# Ariens disc o matic slipping



## Roy (Feb 7, 2014)

My 3 year old Ariens 11528LE snowthrower looses forward drive after about 3000 sq ft of snow clearing... I had a 7 hp Ariens that did the same thing.. After the Snow thrower is rested and all the ice melts off it... It works again for another 3000 ft of clearing.

I believe the problem is that the body of the machine has plenty of factory holes and seams that provide openings for snow and slush to enter inside and ice up the Disc O Matic transmission..

Would it be a good idea to cover most of the holes and corners of the body that have openings, with waterproof duct tape?

This would block out blowing snow and splashing water etc.

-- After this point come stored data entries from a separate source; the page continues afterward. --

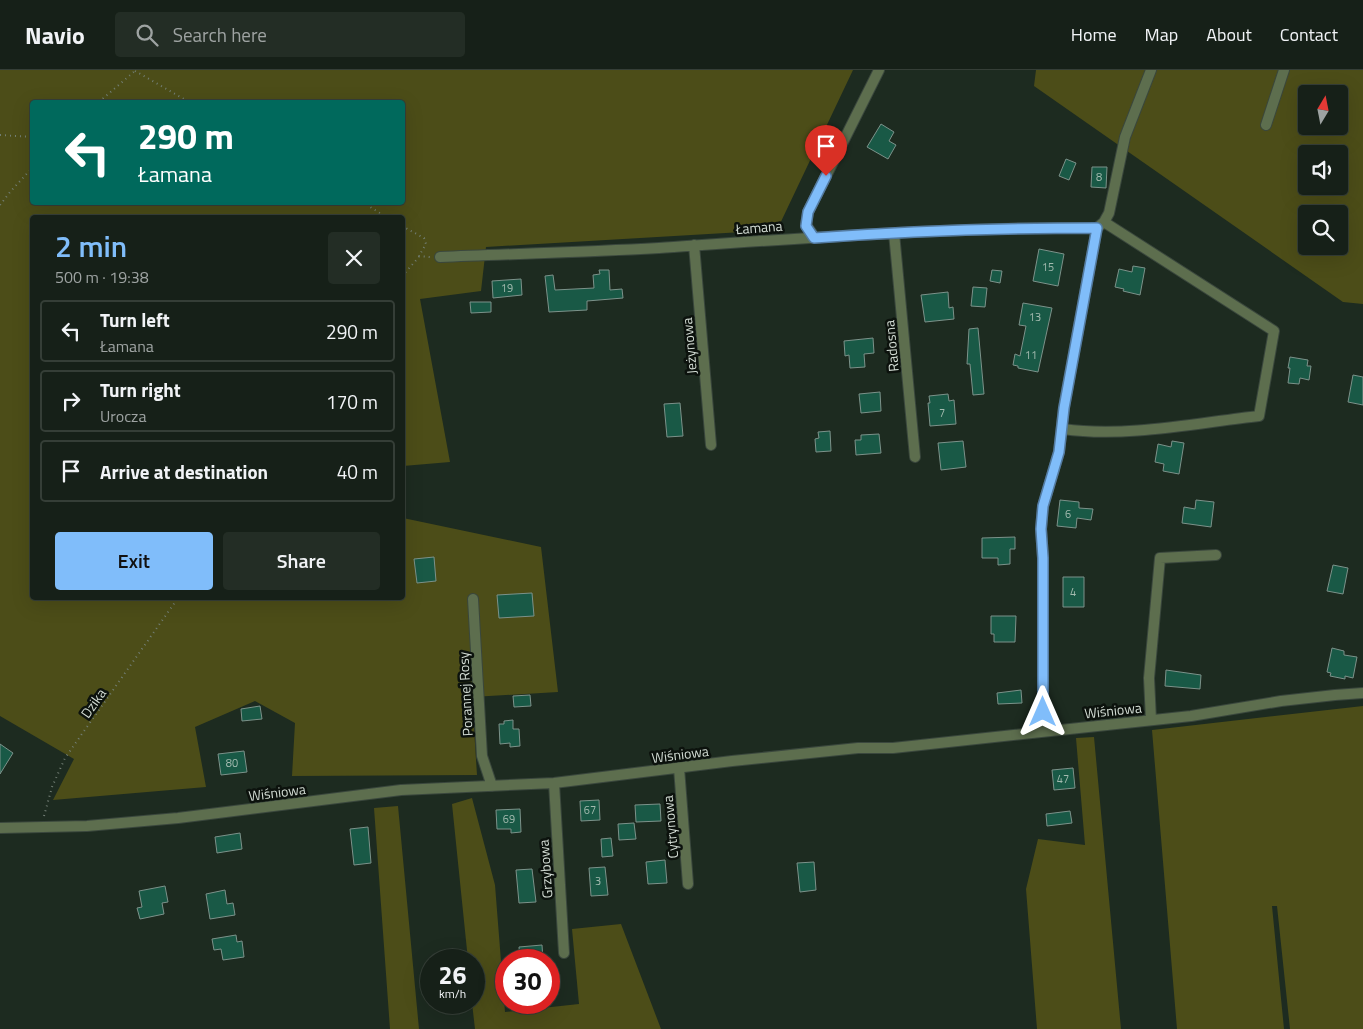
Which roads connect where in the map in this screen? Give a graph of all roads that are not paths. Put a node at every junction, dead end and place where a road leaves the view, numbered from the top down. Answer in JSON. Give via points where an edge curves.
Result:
{"nodes":[{"id":1,"x":879,"y":70,"type":"edge"},
{"id":2,"x":1151,"y":70,"type":"edge"},
{"id":3,"x":1284,"y":70,"type":"edge"},
{"id":4,"x":1266,"y":125,"type":"dead end"},
{"id":5,"x":1100,"y":225,"type":"junction"},
{"id":6,"x":894,"y":232,"type":"junction"},
{"id":7,"x":814,"y":238,"type":"junction"},
{"id":8,"x":694,"y":245,"type":"junction"},
{"id":9,"x":440,"y":257,"type":"road end"},
{"id":10,"x":1063,"y":429,"type":"junction"},
{"id":11,"x":711,"y":445,"type":"dead end"},
{"id":12,"x":915,"y":457,"type":"dead end"},
{"id":13,"x":1216,"y":555,"type":"dead end"},
{"id":14,"x":474,"y":599,"type":"dead end"},
{"id":15,"x":1363,"y":693,"type":"edge"},
{"id":16,"x":1151,"y":720,"type":"junction"},
{"id":17,"x":1043,"y":731,"type":"junction"},
{"id":18,"x":679,"y":768,"type":"junction"},
{"id":19,"x":554,"y":783,"type":"junction"},
{"id":20,"x":492,"y":786,"type":"junction"},
{"id":21,"x":0,"y":828,"type":"edge"},
{"id":22,"x":688,"y":884,"type":"dead end"},
{"id":23,"x":564,"y":953,"type":"dead end"}],
"edges":[{"from":1,"to":7,"type":"street","via":[[808,212],[806,226]]},
{"from":2,"to":5,"type":"street","via":[[1125,137],[1109,213]]},
{"from":3,"to":4,"type":"street"},
{"from":5,"to":6,"type":"street","name":"Łamana"},
{"from":5,"to":10,"type":"street","via":[[1064,408]]},
{"from":5,"to":10,"type":"street","via":[[1274,331],[1259,416],[1141,430],[1085,432]]},
{"from":6,"to":7,"type":"street","name":"Łamana"},
{"from":6,"to":12,"type":"street","name":"Radosna"},
{"from":7,"to":8,"type":"street","name":"Łamana"},
{"from":8,"to":9,"type":"street","name":"Łamana"},
{"from":8,"to":11,"type":"street","name":"Jeżynowa"},
{"from":10,"to":17,"type":"street","via":[[1043,506],[1041,529]]},
{"from":13,"to":16,"type":"street","via":[[1160,558],[1150,678]]},
{"from":14,"to":20,"type":"street","name":"Porannej Rosy","via":[[482,756]]},
{"from":15,"to":16,"type":"street","name":"Wiśniowa"},
{"from":16,"to":17,"type":"street","name":"Wiśniowa"},
{"from":17,"to":18,"type":"street","name":"Wiśniowa"},
{"from":18,"to":19,"type":"street","name":"Wiśniowa"},
{"from":18,"to":22,"type":"street","name":"Cytrynowa"},
{"from":19,"to":20,"type":"street","name":"Wiśniowa"},
{"from":19,"to":23,"type":"street","name":"Grzybowa"},
{"from":20,"to":21,"type":"street","name":"Wiśniowa","via":[[401,790],[86,826]]}]}
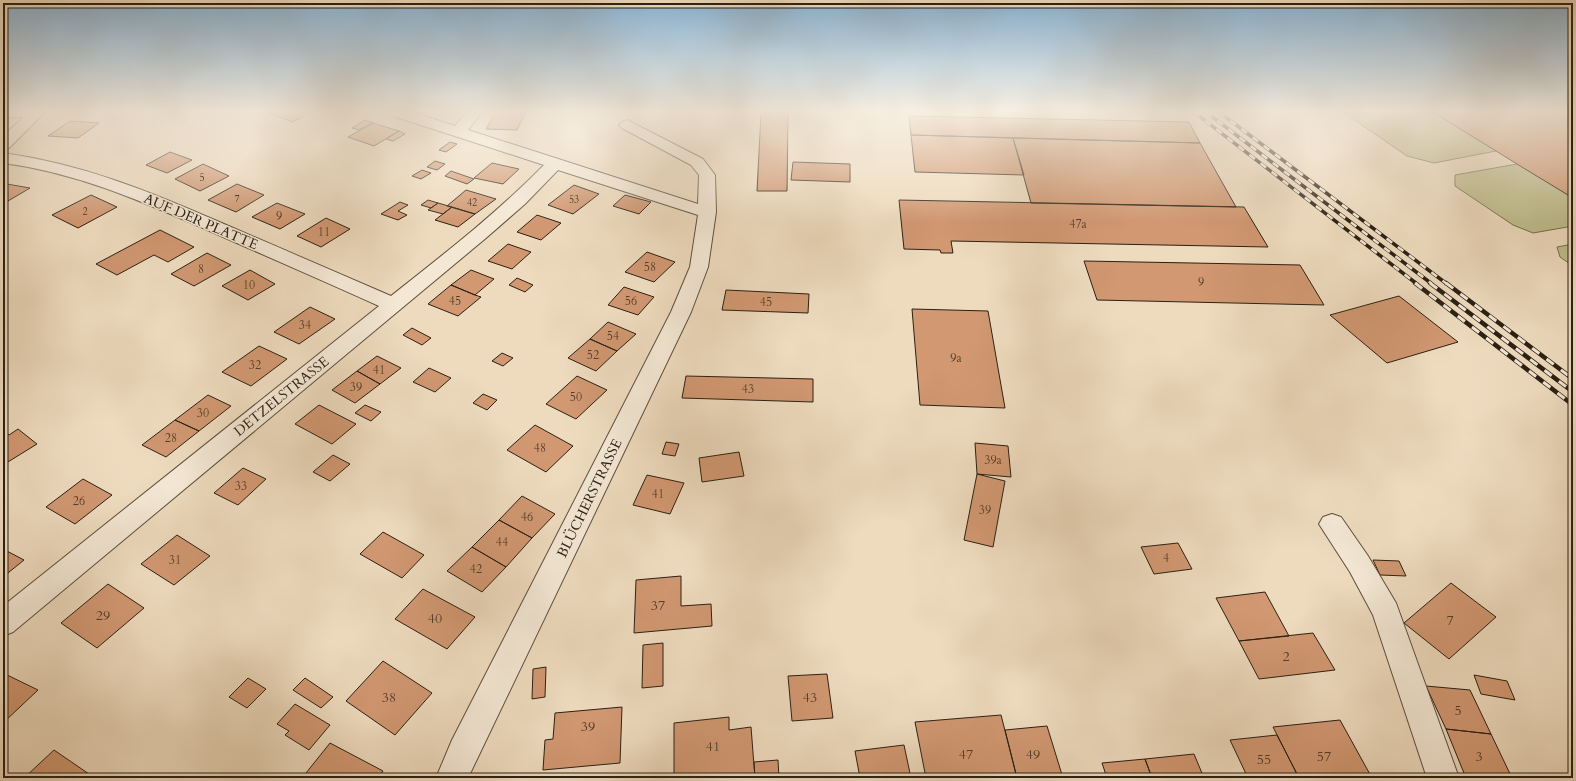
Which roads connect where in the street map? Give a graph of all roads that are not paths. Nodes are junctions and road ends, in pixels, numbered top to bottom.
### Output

I'm just concerned that the openings may be providing some other important function.

Thank you for your input


----------



## motorhead64 (Dec 15, 2013)

Hi Roy
Tape shouldn't hurt anything, and cooling while snow blowing due to outside temps is not a problem. The holes are usually there to facilitate adjustments. Melting snow has proven to be problematic with some equipment for just the reason you stated. I would give the tape a try. Let us know how it works out. If things are still slipping after taping her up, well you have something else going on. MH


----------



## mkd (Dec 31, 2013)

roy i would look into making sure the travel lever adjustment for the drive to the disc and friction wheel is adjusted correctly and inspect the friction wheel for excessive wear. once that is done use brake clean to thoroughly clean the friction wheel and drive disc to make sure there is no oil residue on either and they are bone dry. then i would remove the belt cover and inspect the drive belts for wear or being too loose.


----------



## Sid (Jan 31, 2014)

Check to see if the rubber disc is glazed, if so I use a little sandpaper to get the glaze off [ with the engine off of course]
Sid


----------



## Roy (Feb 7, 2014)

Thank you for your responses.

I will clean the disk with break cleaner and lightly sand the rubber drive wheel when I lube things up in the spring. For now I believe the tension is correct on the drive lever because as soon as I bought it from Home Depot, the pull start broke because the compression relief valve was not adjusted, so.... the local small equipment shop fixed and adjusted the machine....

If I may ask one more thing... 

Does this slipping problem happen on most Ariens machines? Or just a few? Is it just on the ones sold by Home Depot?


----------



## Mr Fixit (Nov 19, 2013)

I had this same temporary dead drive issue. I think the snow came in from the cover between the wheels under the machine. If you backed up over harder snow the weight of the machine on the cover bent it inward slightly and it would knife a thin layer of snow inside. It was always soaking wet inside if I opened the lid. I found the cover developed a slight inward bend over a few hours of use. I contemplated it for a long while and right now I have a 2nd plate inside held down by two side bolts. The add-on plate has a 90 bend at the rear edge as a rib to keep things perfect straight. It's an experiment and I'm not saying it's the solution but so far this winter after 25 years I've not had a dead drive for a few minutes. I just happened to have the perfect plate on hand, requiring no fabricating except for making bolt holes. Look at your bottom lid and decide?


----------